Early life and education
Jobrani was born in Tehran, Iran. He and his parents moved to California when he was six years old. He was raised in Tiburon in the San Francisco Bay area. He attended Redwood High School in Larkspur, and was inducted into the Redwood distinguished alumni class of 2017. Jobrani studied political science and Italian at UC Berkeley, where he received a B.A. degree. He was enrolled in a PhD program at UCLA when he decided to pursue his childhood dream of acting and performing comedy.

Career

Television and radio
Jobrani has since made appearances on shows like The Colbert Report, The Tonight Show with Jay Leno, The Late Late Show with Craig Ferguson, Talkshow with Spike Feresten, Whitney, and regularly performs at top comedy clubs (in California and New York) such as The Comedy Store. He made an appearance as a dental patient on an episode of Still Standing, in the pilot episodes of Better Off Ted, The Knights of Prosperity, on an episode of Cedric the Entertainer Presents, on an episode of Malcolm in the Middle as Robber #2 and on an episode of The West Wing as a Saudi prince. He also made appearances in 13 Going on 30 and Bug. He has toured with the Axis of Evil Comedy Tour. He provided the voice of Ahmed Farahnakian in the audiobook version of World War Z. Jobrani has written a movie with a friend called Jimmy Vestvood: Amerikan Hero.

Jobrani makes occasional appearances on NPR's news quiz show Wait Wait... Don't Tell Me! and American Public Media's Wits. He appeared on episode 118, October 28, 2010, of WTF with Marc Maron. Additionally, Jobrani co-hosts his own podcast on the All Things Comedy podcasting network with fellow comedians Al Madrigal, Chris Spencer, and Aaron Aryanpur. Titled Minivan Men, the podcast chronicles the lives and experiences of the hosts with particular focus on fatherhood.

He played Jafar in the 2015 musical fantasy television film Descendants.
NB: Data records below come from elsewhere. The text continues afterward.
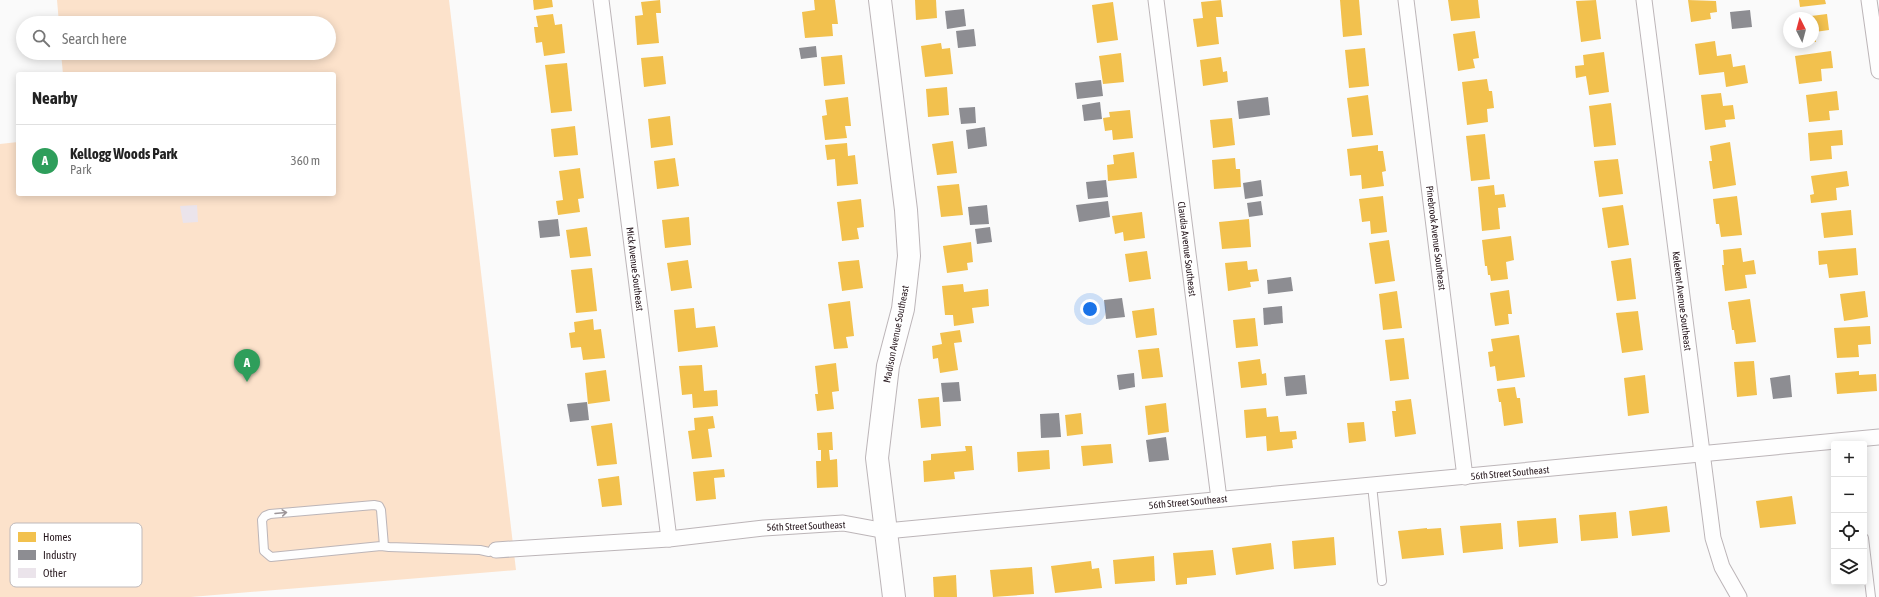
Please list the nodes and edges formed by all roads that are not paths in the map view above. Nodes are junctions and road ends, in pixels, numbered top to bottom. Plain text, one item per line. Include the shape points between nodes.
1 (601, 0) edge
2 (880, 0) edge
3 (1156, 0) edge
4 (1406, 0) edge
5 (1644, 0) edge
6 (1869, 0) edge
7 (1879, 71) edge
8 (1879, 437) edge
9 (1858, 441) edge
10 (1831, 444) edge
11 (1702, 455) junction
12 (1465, 477) junction
13 (1372, 485) junction
14 (1219, 499) junction
15 (886, 531) junction
16 (669, 539) junction
17 (384, 546) junction
18 (1865, 549) edge
19 (496, 550) joint
20 (1382, 581) dead end
21 (894, 597) edge
22 (1739, 597) edge
23 (1871, 597) edge

1 - 16 street, Mick Avenue Southeast
2 - 15 street, Madison Avenue Southeast via 906,210 909,256 902,310 888,366 877,458
3 - 14 street, Claudia Avenue Southeast
4 - 12 street, Pinebrook Avenue Southeast
5 - 11 street, Kelekent Avenue Southeast
6 - 7 street
8 - 9 street, 56th Street Southeast
10 - 11 street, 56th Street Southeast
11 - 12 street, 56th Street Southeast
11 - 22 street, Kelekent Avenue Southeast via 1713,538 1722,567
12 - 13 street, 56th Street Southeast
13 - 14 street, 56th Street Southeast
13 - 20 lane
14 - 15 street, 56th Street Southeast
15 - 16 street, 56th Street Southeast via 843,523 764,528
15 - 21 street, Madison Avenue Southeast
16 - 19 street, 56th Street Southeast
17 -> 17 lane via 271,557 264,551 262,520 270,514 379,506
17 - 19 lane via 489,552
18 - 23 lane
In 2015, Jobrani released a memoir entitled I'm Not a Terrorist, But I've Played One On TV.

Standup style
Jobrani's jokes focus on race and the misunderstanding of Middle Easterners in America. He also talks about his family.

Social and Political activities
Jobrani had been a board member of the National Iranian American Council (NIAC).. In 2015, he stepped down after discovering NIAC's alleged ties to the Iranian government. He also sits on the board of the Persian American Cancer Institute (PACI.org) and also works with International Society for Children with Cancer (ISCC-Charity.org).

Personal life
In 2006, Jobrani married an Indian-American attorney named Pretha. They have a son and daughter and reside in California.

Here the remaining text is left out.